Will he or won't he?
That's the question being asked in some circles as the date approaches for the pope's appearance at this year's May 6-10 meeting of the International Union of Superiors General (UISG), the leaders of the world's congregations of Catholic women religious.
Every three years the group meets in Rome, and during the last gathering, in answer to a question from the group, Pope Francis agreed that it would be good to appoint a commission to study the history of women deacons.
The commission was formed within three months, in August 2016, and last summer, having completed its work, the commission sent a paper to the pope. So the big question this year is: What's Francis going to say about women deacons?
One of the appointed members of the commission is Phyllis Zagano, who writes a column that appears monthly on these pages. Zagano is one of those people who has a CV that makes one wonder if she was born with an earned Ph.D. and got on with life from there. She actually did it the hard way. Her bachelor's degree is from Marymount College in Tarrytown, New York. She has master's degrees in public relations from Boston University, in English from Long Island University, in theology from St.
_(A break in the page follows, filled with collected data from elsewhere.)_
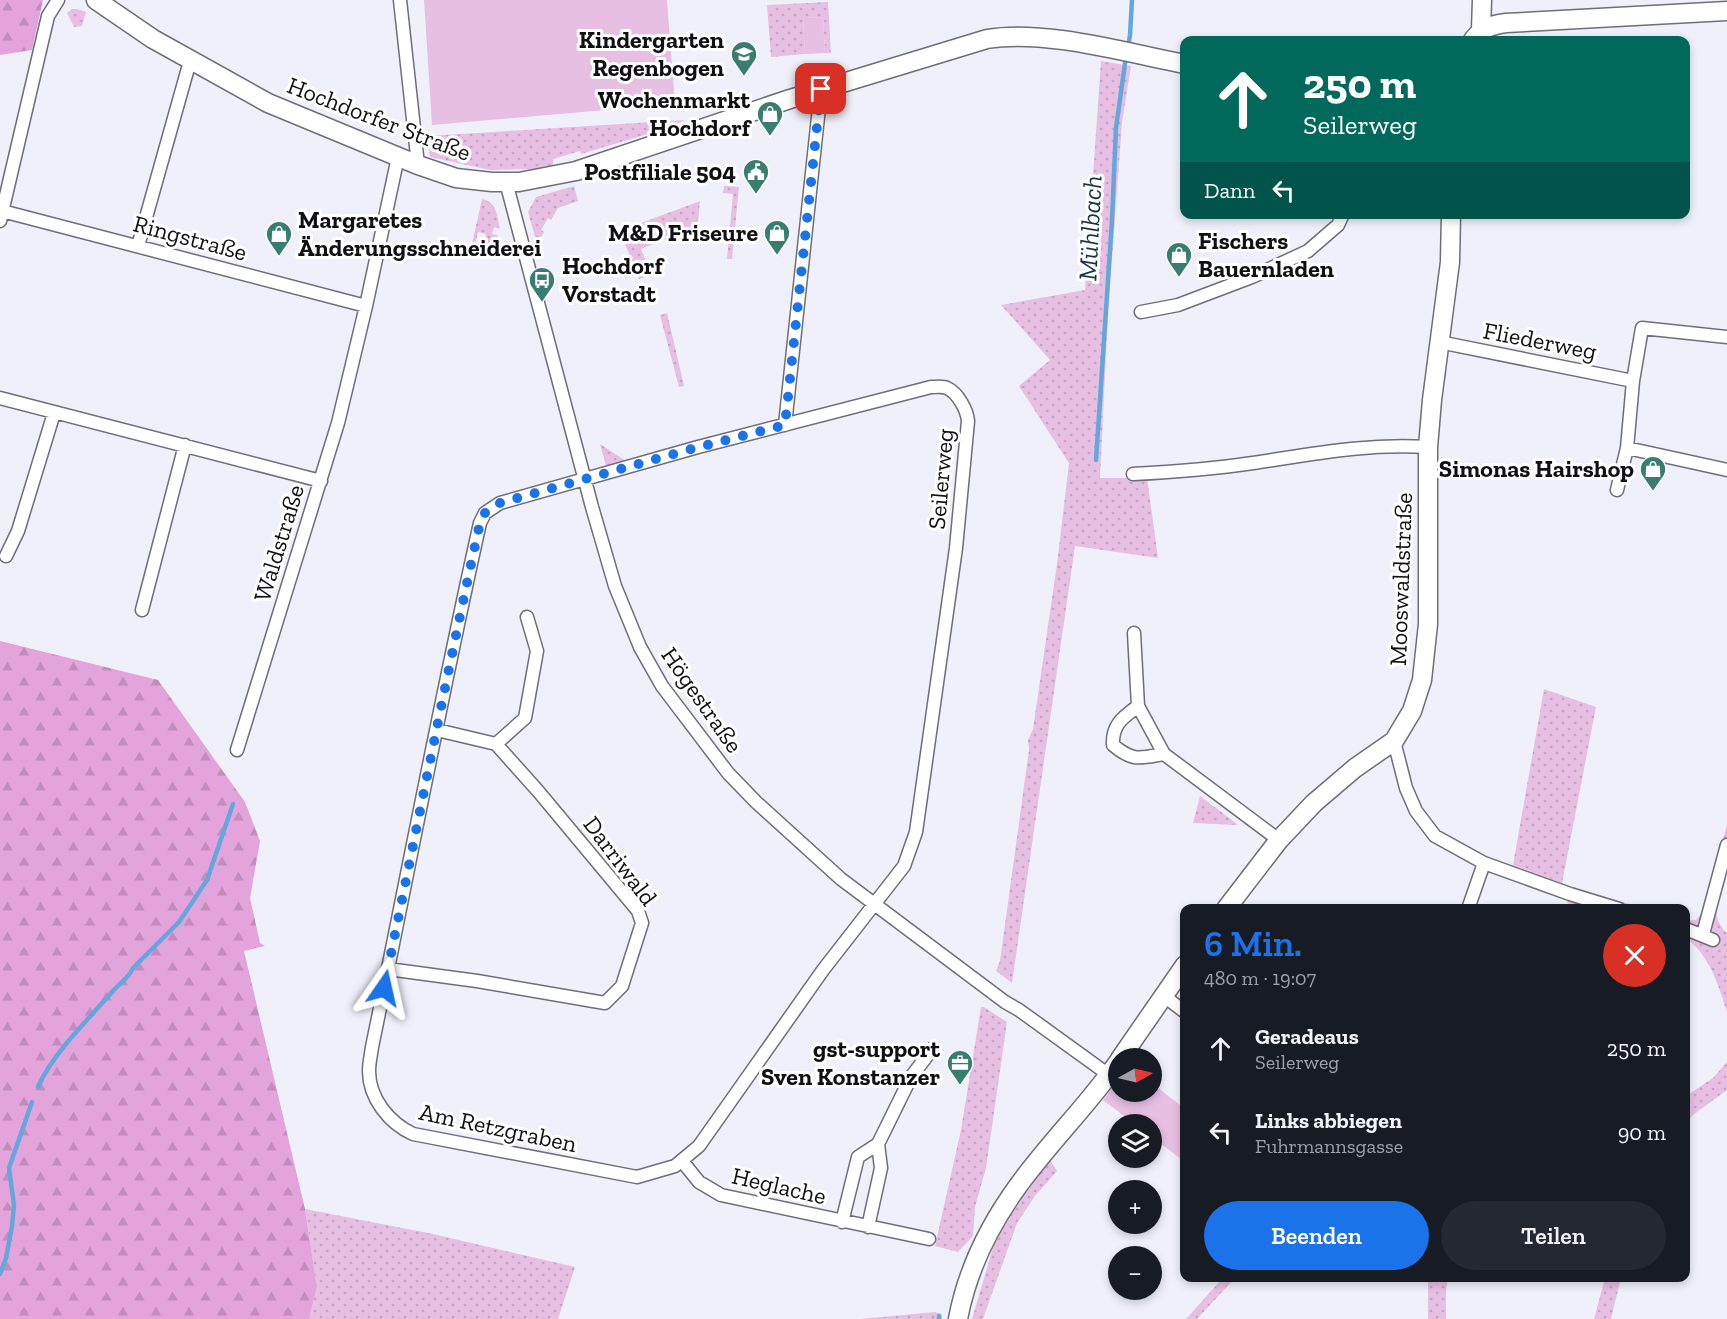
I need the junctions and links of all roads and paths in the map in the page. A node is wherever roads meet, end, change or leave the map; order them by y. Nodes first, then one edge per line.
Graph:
1 (58, 0) edge
2 (96, 0) edge
3 (400, 0) edge
4 (1482, 0) edge
5 (1727, 11) edge
6 (1477, 35) edge
7 (190, 61) junction
8 (1180, 63) edge
9 (821, 89) junction
10 (398, 157) junction
11 (418, 165) junction
12 (506, 182) junction
13 (1, 216) edge
14 (1341, 219) edge
15 (1450, 219) edge
16 (138, 246) junction
17 (366, 306) junction
18 (1142, 312) dead end
19 (1727, 338) edge
20 (1439, 342) junction
21 (1633, 381) junction
22 (0, 398) edge
23 (54, 413) junction
24 (785, 425) junction
25 (184, 445) junction
26 (1428, 447) junction
27 (1628, 448) junction
28 (1727, 470) edge
29 (1133, 474) dead end
30 (584, 479) junction
31 (321, 481) junction
32 (1617, 490) dead end
33 (6, 556) dead end
34 (142, 610) dead end
35 (527, 616) dead end
36 (1134, 633) dead end
37 (1138, 706) junction
38 (437, 730) junction
39 (1394, 741) junction
40 (496, 744) junction
41 (237, 750) dead end
42 (1164, 754) junction
43 (1279, 840) junction
44 (1727, 845) edge
45 (1484, 863) junction
46 (1230, 904) edge
47 (1470, 904) edge
48 (1603, 904) edge
49 (874, 905) junction
50 (1690, 930) edge
51 (388, 969) junction
52 (1180, 972) edge
53 (1164, 996) junction
54 (1180, 1008) edge
55 (933, 1048) dead end
56 (1128, 1048) edge
57 (1108, 1060) edge
58 (1108, 1075) edge
59 (878, 1144) junction
60 (682, 1161) junction
61 (842, 1222) junction
62 (868, 1227) junction
63 (929, 1239) dead end
64 (958, 1319) edge

1 - 13 street, Ringstraße
2 - 7 street, Hochdorfer Straße
3 - 11 street
4 - 6 street
5 - 6 street
7 - 10 street, Hochdorfer Straße
7 - 16 street
8 - 9 street, Hochdorfer Straße
9 - 12 street, Hochdorfer Straße
9 - 24 street
10 - 11 street, Hochdorfer Straße
10 - 17 street
11 - 12 street, Hochdorfer Straße
12 - 30 street, Högestraße
13 - 16 street, Ringstraße
14 - 18 street
15 - 20 street, Mooswaldstraße
16 - 17 street, Ringstraße
17 - 31 street
19 - 21 street
20 - 21 street, Fliederweg
20 - 26 street, Mooswaldstraße
21 - 27 street
22 - 23 street, Waldstraße
23 - 25 street, Waldstraße
23 - 33 street
24 - 30 street, Seilerweg
24 - 49 street, Seilerweg
25 - 31 street, Waldstraße
25 - 34 street
26 - 29 street
26 - 39 street, Mooswaldstraße
27 - 28 street
27 - 32 street
30 - 38 street, Am Retzgraben
30 - 49 street, Högestraße
31 - 41 street, Waldstraße
35 - 40 street
36 - 37 street
37 - 42 street
37 - 42 street
38 - 40 street
38 - 51 street, Am Retzgraben
39 - 43 street, Mooswaldstraße
39 - 45 street
40 - 51 street, Darriwald
42 - 43 street
43 - 46 street, Mooswaldstraße
44 - 50 street
45 - 47 street
45 - 48 street
49 - 57 street, Högestraße
49 - 60 street, Am Retzgraben
51 - 60 street, Am Retzgraben
52 - 53 street
53 - 54 street
53 - 56 street
55 - 59 street, Heglache
58 - 64 street
59 - 61 street, Heglache
59 - 62 street, Heglache
60 - 61 street, Heglache
61 - 62 street, Heglache
62 - 63 street, Heglache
John's University and a doctorate in religion and literature from State University of New York at Stony Brook.
She is senior research associate-in-residence and adjunct professor of religion at Hofstra University. Visit her page on the Hofstra website and gain access to her talks, all of her publications, the titles of the books she has written and edited (more than 20), her columns beginning with the years she wrote for Religion News Service, and a link to the ones she has done monthly, since 2010, for NCR.
Her travel schedule since the commission completed its work last summer has been frenetic, a whirlwind lecture tour about women and the diaconate. There is arguably no single force more responsible for elevating the issue of women deacons and advocating the cause than Phyllis Zagano.
I caught up with her at the end of March at Holy Trinity Parish in the Washington, D.C., neighborhood of Georgetown, where she delivered a version of the 5,700-word talk that she had given during a packed-hall appearance just a week before at the Los Angeles Religious Education Congress. (See the video of that event here.) It is not unusual for inspirational speakers in the Catholic universe to attract big crowds. But Zagano's audiences hear page after page of precision, the kind of serious, meticulously documented research that is the product of years of work. A friend who also attended said afterward that she felt as if she'd been given homework for the next year — and she meant it as a compliment.
Amid all the serious content, Zagano's got the comedic timing of a polished performer and lots of material to work with as she scrolls through the words of popes and bishops and the endless ways in which they expressed how they despised women, did not want them touching sacred vessels, were abhorred that women should be present on the altar. And there's the tale of her arrival at Casa Santa Marta (where the pope lives and where she stayed for long stretches during her work for the commission) for the first time and finding out that she had been listed on the registry as "Monsignor Zagano."
Speaking of the upcoming meeting, she said, "I don't know what will happen. But, boy, if I were the pope, I wouldn't want to walk into a room with a thousand nuns and not answer the question." There are "tea leaves" that give some indication. First, if silence gives consent, the pope may be headed in the "yes" direction on the question of women deacons. No one has heard any dissent. And, in fact, a yes on the question at this point would simply be a step beyond what has already been determined. Previous Vatican and theological commissions who have considered the question, said Zagano, "haven't said no, they just haven't said yes."
The reason they haven't said "no," in Zagano's view, is the preponderance of evidence that exists showing that women deacons, no different in their ordination from men, were clearly a part of the church from its earliest stages through about the 12th century. Spoiler alert, but here's the conclusion of that long talk: First, "women can, and do, image Christ." And:
The overwhelming amount of literary, epigraphical and historical evidence regarding women deacons indicates there are even more facts about them, especially more ordination liturgies, either undiscovered or permanently lost, but we do know that they existed. We do know they were ordained by bishops and that they served these bishops in ministerial capacities. I think both the church and the world are progressively affirming that woman are made in the image and likeness of God. It would seem then, that it is entirely possible that nothing restricts women from diaconal ordination.
She also sees a possible indication in the lineamenta or questionnaire sent out ahead of this fall's synod on the Amazon. It contains a query about "official ministry for women." She said that use of the phrase "official ministry" can only mean ordination. Whatever the decision, she said she has emphasized with officials close to the pope that he "can't kick this can down the road any longer. He just can't."
Circle your calendar. The schedule at the moment has the pope attending the meeting on May 10.